In the UK, when a property (domestic or commercial) is put onto the market for either sale or rent, an Energy Performance Certificate must be awarded.
This certificate gives information on the energy efficiency of a property and broadly speaking, the more efficient it is, the more desirable it is to the market.
This article gives you all of the relevant information and recommendations to give you a full guide to Energy Performance Certificates, explained in layman’s terms…
What Do Energy Performance Certificates Contain?
You’ve probably seen Energy Performance Certificates on white goods and appliances in shops. A property Energy Performance Certificates isn’t dissimilar from these colourful stickers, but gives a great deal of more information on the energy usage in question.
Much like these stickers, however, the Energy Performance Certificates gives a grading from A (the most efficient) to G (the least efficient).

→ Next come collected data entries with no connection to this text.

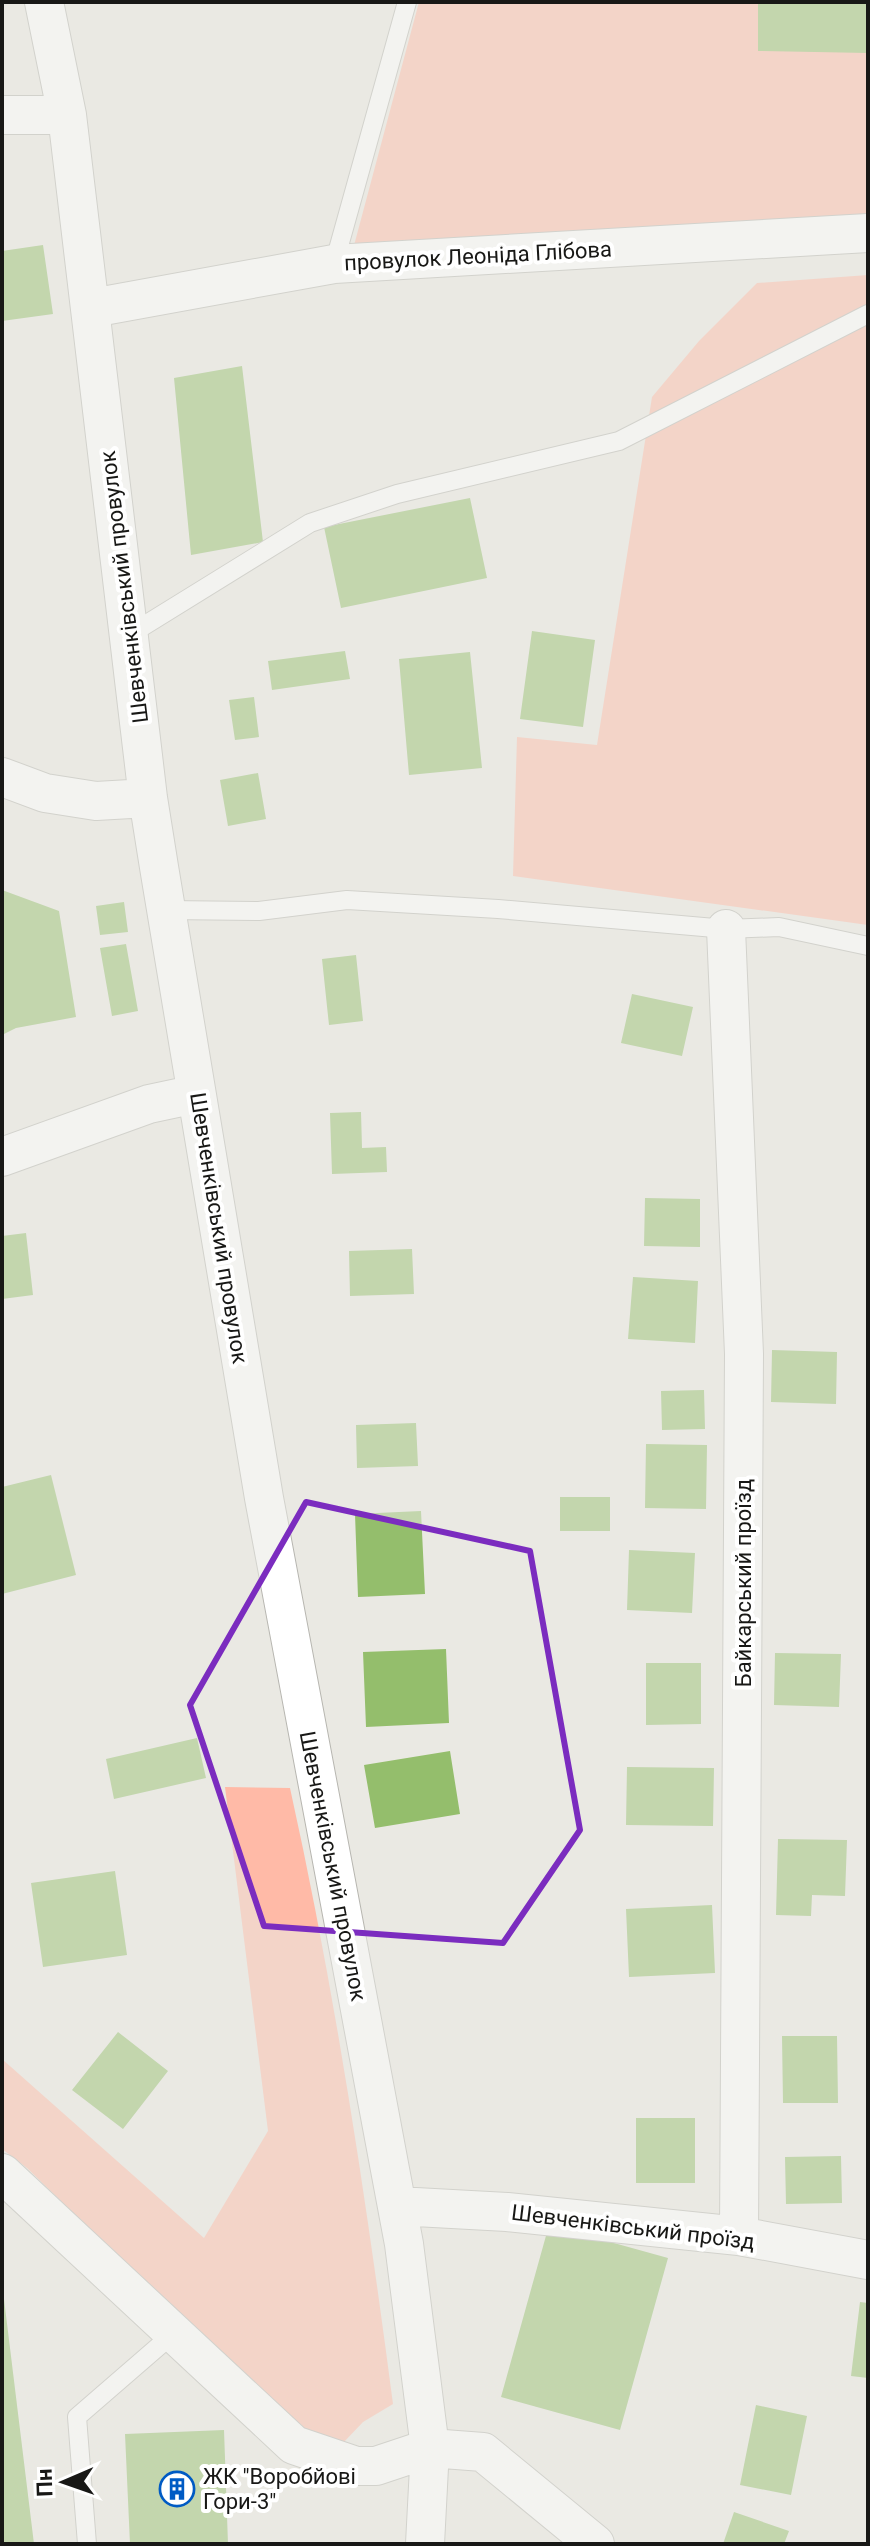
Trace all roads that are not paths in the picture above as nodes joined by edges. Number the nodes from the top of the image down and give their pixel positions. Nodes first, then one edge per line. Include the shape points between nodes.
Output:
1 (44, 2) edge
2 (407, 2) edge
3 (2, 115) edge
4 (67, 115) junction
5 (868, 233) edge
6 (334, 264) junction
7 (92, 308) junction
8 (868, 314) edge
9 (129, 635) junction
10 (2, 777) edge
11 (148, 798) junction
12 (166, 910) junction
13 (726, 929) junction
14 (868, 946) edge
15 (196, 1094) junction
16 (2, 1157) edge
17 (2, 2173) edge
18 (397, 2206) junction
19 (739, 2236) junction
20 (868, 2260) edge
21 (174, 2333) junction
22 (430, 2448) junction
23 (87, 2544) edge
24 (425, 2544) edge
25 (595, 2544) edge

1 - 4 street, Шевченківський провулок
2 - 6 lane
3 - 4 street
4 - 7 street, Шевченківський провулок
5 - 6 street, провулок Леоніда Глібова
6 - 7 street, провулок Леоніда Глібова
7 - 9 street, Шевченківський провулок
8 - 9 lane via 619,441 397,494 310,523
9 - 11 street, Шевченківський провулок
10 - 11 street via 45,793 96,801
11 - 12 street, Шевченківський провулок
12 - 13 lane via 259,911 347,900
12 - 15 street, Шевченківський провулок
13 - 14 lane via 779,927
13 - 19 street, Байкарський проїзд via 744,1354
15 - 16 street via 149,1104
15 - 18 street, Шевченківський провулок via 264,1498
17 - 21 street
18 - 19 street, Шевченківський проїзд
18 - 22 street, Шевченківський провулок
19 - 20 street, Шевченківський проїзд
21 - 22 street via 294,2445 356,2466 376,2466
21 - 23 lane via 77,2417
22 - 24 street, Шевченківський провулок
22 - 25 street via 483,2452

Whilst this gives a good overview of the energy usage and energy spend of the property, there is more in-depth information further into the documentation.
After the grading, the certificate goes on to detail the estimated costs of energy bills, and what improvements could be made to increase the energy efficiency, and therefore, the grading.
These suggestions may include comprehensive structural changes, but also smaller, practical tips, such as switching to energy-saving lightbulbs, or switching energy provider.
How Do You Get An Energy Performance Certificate?
The assessment and awarding of an Energy Performance Certificate should be done by a specialist and an independent party. A Government-approved Energy Assessor must be hired who will visit the property.
The Assessor will require access to all rooms within the property, including basements and attics, and may need the property owner to supply information on household bills and other administration documentation. Assessors may be qualified to assess and grade domestic properties, commercial properties, or both.
Once the property has been assessed, the Assessor will produce a certificate (away from the property) and give this to the property owner for their use.
In many cases, the estate agent managing the property’s sale or rent will hire the Assessor and receive the certificate.
An Energy Performance Certificate lasts for 10 years, but can be re-assessed within that time-frame if substantial improvements are made, and the property owner requests it.